DttG

RKD STUDIES

2.1 The Limits of Traditional Data Repositories in Humanities Research


Art historical research, like much work in the humanities, relies on bringing together a broad and often heterogeneous collection of source material. Whether consulting archival documents on painting technique and material trade, auction catalogues, or early descriptions of works of art to trace provenance, the data we work with is typically diverse in both format and origin. In practice, such materials are often compiled informally: stored locally on researchers’ computers, in personal databases, or, most commonly, in Microsoft Excel or Google Sheets files that serve as data repositories. While these tools are familiar, flexible, and easy to adopt, they are rarely designed to accommodate the complexity or scale of multi-year research projects. As data accumulates in the form of additional fields and columns, such spreadsheets can become unwieldy and increasingly difficult to query or maintain.
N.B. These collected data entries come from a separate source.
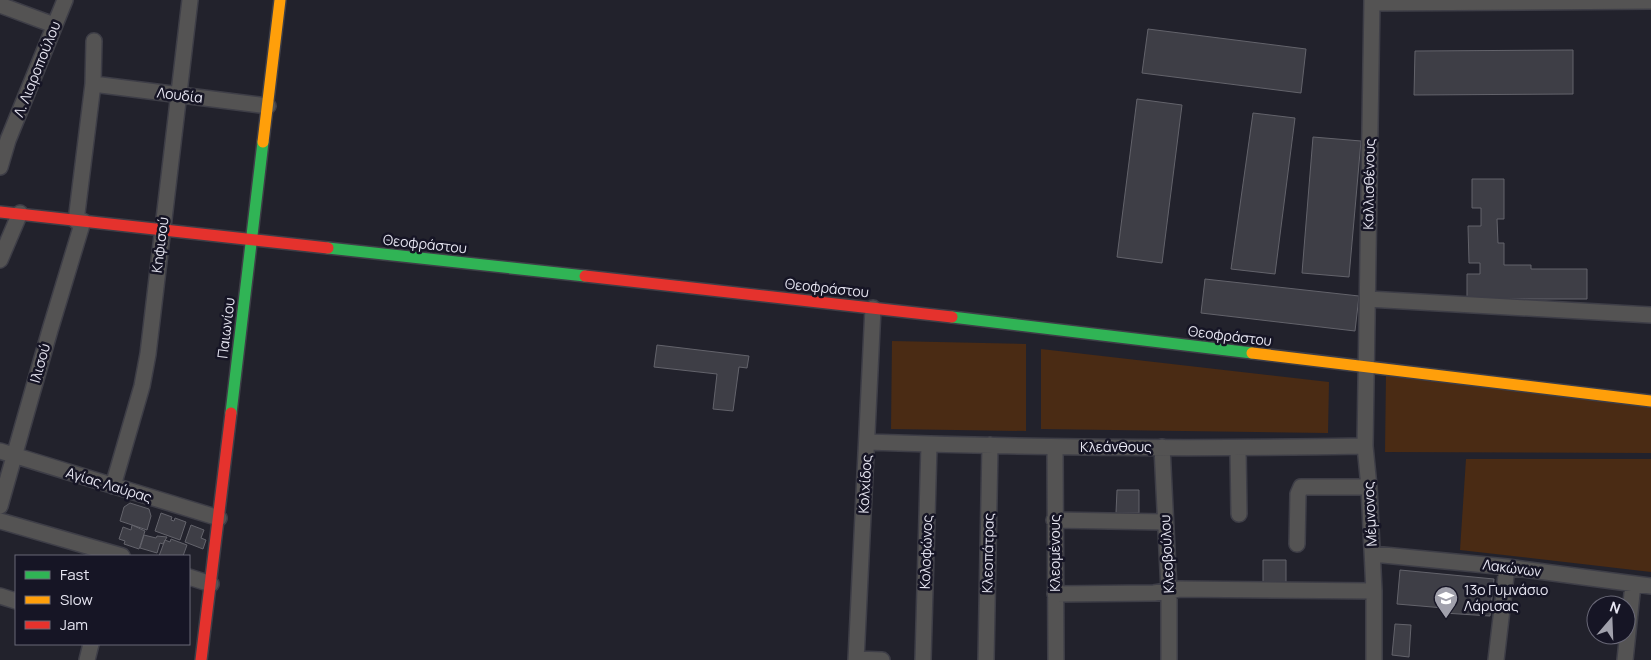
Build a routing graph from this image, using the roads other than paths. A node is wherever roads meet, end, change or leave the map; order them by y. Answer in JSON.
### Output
{"nodes":[{"id":1,"x":65,"y":0,"type":"edge"},
{"id":2,"x":190,"y":0,"type":"edge"},
{"id":3,"x":280,"y":0,"type":"edge"},
{"id":4,"x":1372,"y":1,"type":"edge"},
{"id":5,"x":1538,"y":1,"type":"edge"},
{"id":6,"x":1651,"y":1,"type":"edge"},
{"id":7,"x":0,"y":4,"type":"edge"},
{"id":8,"x":54,"y":25,"type":"junction"},
{"id":9,"x":94,"y":41,"type":"dead end"},
{"id":10,"x":93,"y":84,"type":"junction"},
{"id":11,"x":178,"y":95,"type":"junction"},
{"id":12,"x":268,"y":106,"type":"junction"},
{"id":13,"x":0,"y":167,"type":"edge"},
{"id":14,"x":0,"y":212,"type":"edge"},
{"id":15,"x":20,"y":213,"type":"junction"},
{"id":16,"x":80,"y":221,"type":"junction"},
{"id":17,"x":162,"y":230,"type":"junction"},
{"id":18,"x":252,"y":240,"type":"junction"},
{"id":19,"x":0,"y":260,"type":"edge"},
{"id":20,"x":1368,"y":299,"type":"junction"},
{"id":21,"x":873,"y":308,"type":"junction"},
{"id":22,"x":1651,"y":315,"type":"edge"},
{"id":23,"x":1366,"y":368,"type":"junction"},
{"id":24,"x":1651,"y":401,"type":"edge"},
{"id":25,"x":867,"y":442,"type":"junction"},
{"id":26,"x":929,"y":445,"type":"junction"},
{"id":27,"x":990,"y":446,"type":"junction"},
{"id":28,"x":1365,"y":446,"type":"junction"},
{"id":29,"x":1054,"y":447,"type":"junction"},
{"id":30,"x":1162,"y":447,"type":"junction"},
{"id":31,"x":1238,"y":449,"type":"junction"},
{"id":32,"x":7,"y":453,"type":"edge"},
{"id":33,"x":113,"y":486,"type":"junction"},
{"id":34,"x":1369,"y":487,"type":"junction"},
{"id":35,"x":0,"y":506,"type":"edge"},
{"id":36,"x":1239,"y":514,"type":"dead end"},
{"id":37,"x":219,"y":518,"type":"junction"},
{"id":38,"x":1054,"y":520,"type":"junction"},
{"id":39,"x":0,"y":521,"type":"edge"},
{"id":40,"x":1165,"y":522,"type":"junction"},
{"id":41,"x":1297,"y":544,"type":"dead end"},
{"id":42,"x":1373,"y":554,"type":"junction"},
{"id":43,"x":115,"y":555,"type":"edge"},
{"id":44,"x":1507,"y":567,"type":"junction"},
{"id":45,"x":190,"y":577,"type":"edge"},
{"id":46,"x":211,"y":584,"type":"junction"},
{"id":47,"x":1634,"y":584,"type":"junction"},
{"id":48,"x":1651,"y":586,"type":"edge"},
{"id":49,"x":1169,"y":591,"type":"junction"},
{"id":50,"x":1374,"y":591,"type":"junction"},
{"id":51,"x":1055,"y":594,"type":"junction"},
{"id":52,"x":0,"y":596,"type":"edge"},
{"id":53,"x":15,"y":601,"type":"edge"},
{"id":54,"x":91,"y":645,"type":"edge"},
{"id":55,"x":87,"y":660,"type":"edge"},
{"id":56,"x":201,"y":660,"type":"edge"},
{"id":57,"x":856,"y":660,"type":"edge"},
{"id":58,"x":882,"y":660,"type":"edge"},
{"id":59,"x":923,"y":660,"type":"edge"},
{"id":60,"x":986,"y":660,"type":"edge"},
{"id":61,"x":1056,"y":660,"type":"edge"},
{"id":62,"x":1169,"y":660,"type":"edge"},
{"id":63,"x":1374,"y":660,"type":"edge"},
{"id":64,"x":1496,"y":660,"type":"edge"},
{"id":65,"x":1625,"y":660,"type":"edge"}],
"edges":[{"from":1,"to":8,"type":"street","name":"Λ. Λιαροπούλου"},
{"from":2,"to":11,"type":"street","name":"Κηφισού"},
{"from":3,"to":12,"type":"street","name":"Παιωνίου"},
{"from":4,"to":5,"type":"street"},
{"from":4,"to":20,"type":"street","name":"Καλλισθένους"},
{"from":5,"to":6,"type":"street"},
{"from":7,"to":8,"type":"street"},
{"from":8,"to":13,"type":"street","name":"Λ. Λιαροπούλου"},
{"from":9,"to":10,"type":"street","name":"Ιλισού"},
{"from":10,"to":11,"type":"street","name":"Λουδία"},
{"from":10,"to":16,"type":"street","name":"Ιλισού"},
{"from":11,"to":12,"type":"street","name":"Λουδία"},
{"from":11,"to":17,"type":"street","name":"Κηφισού"},
{"from":12,"to":18,"type":"street","name":"Παιωνίου"},
{"from":14,"to":15,"type":"street","name":"Θεοφράστου"},
{"from":15,"to":16,"type":"street","name":"Θεοφράστου"},
{"from":15,"to":19,"type":"street"},
{"from":16,"to":17,"type":"street","name":"Θεοφράστου"},
{"from":16,"to":32,"type":"street","name":"Ιλισού"},
{"from":17,"to":18,"type":"street","name":"Θεοφράστου"},
{"from":17,"to":33,"type":"street","name":"Κηφισού"},
{"from":18,"to":21,"type":"street","name":"Θεοφράστου"},
{"from":18,"to":37,"type":"street","name":"Παιωνίου"},
{"from":20,"to":22,"type":"street"},
{"from":20,"to":23,"type":"street","name":"Καλλισθένους"},
{"from":21,"to":23,"type":"street","name":"Θεοφράστου"},
{"from":21,"to":25,"type":"street","name":"Κολχίδος"},
{"from":23,"to":24,"type":"street","name":"Θεοφράστου"},
{"from":23,"to":28,"type":"street","name":"Μέμνονος"},
{"from":25,"to":26,"type":"street","name":"Κλεάνθους"},
{"from":25,"to":57,"type":"street","name":"Κολχίδος"},
{"from":26,"to":27,"type":"street","name":"Κλεάνθους"},
{"from":26,"to":59,"type":"street","name":"Κολοφώνος"},
{"from":27,"to":29,"type":"street","name":"Κλεάνθους"},
{"from":27,"to":60,"type":"street","name":"Κλεοπάτρας"},
{"from":28,"to":31,"type":"street","name":"Κλεάνθους"},
{"from":28,"to":34,"type":"street","name":"Μέμνονος"},
{"from":29,"to":30,"type":"street","name":"Κλεάνθους"},
{"from":29,"to":38,"type":"street","name":"Κλεομένους"},
{"from":30,"to":31,"type":"street","name":"Κλεάνθους"},
{"from":30,"to":40,"type":"street","name":"Κλεοβούλου"},
{"from":31,"to":36,"type":"street"},
{"from":32,"to":33,"type":"street","name":"Αγίας Λαύρας"},
{"from":32,"to":35,"type":"street","name":"Ιλισού"},
{"from":33,"to":37,"type":"street","name":"Αγίας Λαύρας"},
{"from":34,"to":41,"type":"street"},
{"from":34,"to":42,"type":"street","name":"Μέμνονος"},
{"from":37,"to":46,"type":"street","name":"Παιωνίου"},
{"from":38,"to":40,"type":"street"},
{"from":38,"to":51,"type":"street","name":"Κλεομένους"},
{"from":39,"to":43,"type":"street"},
{"from":40,"to":49,"type":"street","name":"Κλεοβούλου"},
{"from":42,"to":44,"type":"street","name":"Λακώνων"},
{"from":42,"to":50,"type":"street","name":"Μέμνονος"},
{"from":44,"to":47,"type":"street","name":"Λακώνων"},
{"from":44,"to":64,"type":"street"},
{"from":45,"to":46,"type":"street"},
{"from":46,"to":56,"type":"street","name":"Παιωνίου"},
{"from":47,"to":48,"type":"street","name":"Λακώνων"},
{"from":47,"to":65,"type":"street"},
{"from":49,"to":50,"type":"street"},
{"from":49,"to":51,"type":"street"},
{"from":49,"to":62,"type":"street","name":"Κλεοβούλου"},
{"from":50,"to":63,"type":"street","name":"Μέμνονος"},
{"from":51,"to":61,"type":"street","name":"Κλεομένους"},
{"from":52,"to":53,"type":"street"},
{"from":54,"to":55,"type":"street"},
{"from":57,"to":58,"type":"street"}]}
This was precisely the situation faced by the Down to the Ground (DttG) project as it entered its third year. The project’s database had grown into a single ‘master’ spreadsheet used to record technical observations of coloured grounds in Netherlandish paintings from c. 1550 to 1650. Each row represented a painting, containing metadata such as artist, date, support, and current collection, alongside observations on the preparatory layers: the number of grounds, their colour, stratigraphy, and identified materials. By that stage, the spreadsheet contained over 30 columns and several hundred entries drawn from published literature, unpublished reports, and new research conducted within the project.

Though adequate as a way to store data, this format was ill-suited for actively supporting (technical) art historical research that the project sought to enable. Furthermore, as the dataset grew, so too did the challenges of ensuring internal consistency. Basic but essential operations, such as e.g. identifying all paintings by a given artist using a red ground, were difficult to execute reliably, in part because the same information might be entered inconsistently across rows. Data redundancy (e.g. the same artist or pigment name repeated across multiple entries) introduced inevitable inconsistencies. A minor spelling variation or typographic error could fragment research results, and compromise data continuity and comparative analysis. Spreadsheet software lacks mechanisms for enforcing relationships between different categories of data. There is nothing to prevent a user from entering contradicting metadata, or a pigment or artist name incorrectly in a way that does not match other entries, since these fields exist independently with no built-in checks.

To address these limitations, we made the decision to migrate the dataset to a structured relational database. This transformation, from a single static, locally stored spreadsheet to a normalized, interlinked data model, represented a further rethinking of how the data could be structured not simply to store information, but to actively support and sustain research.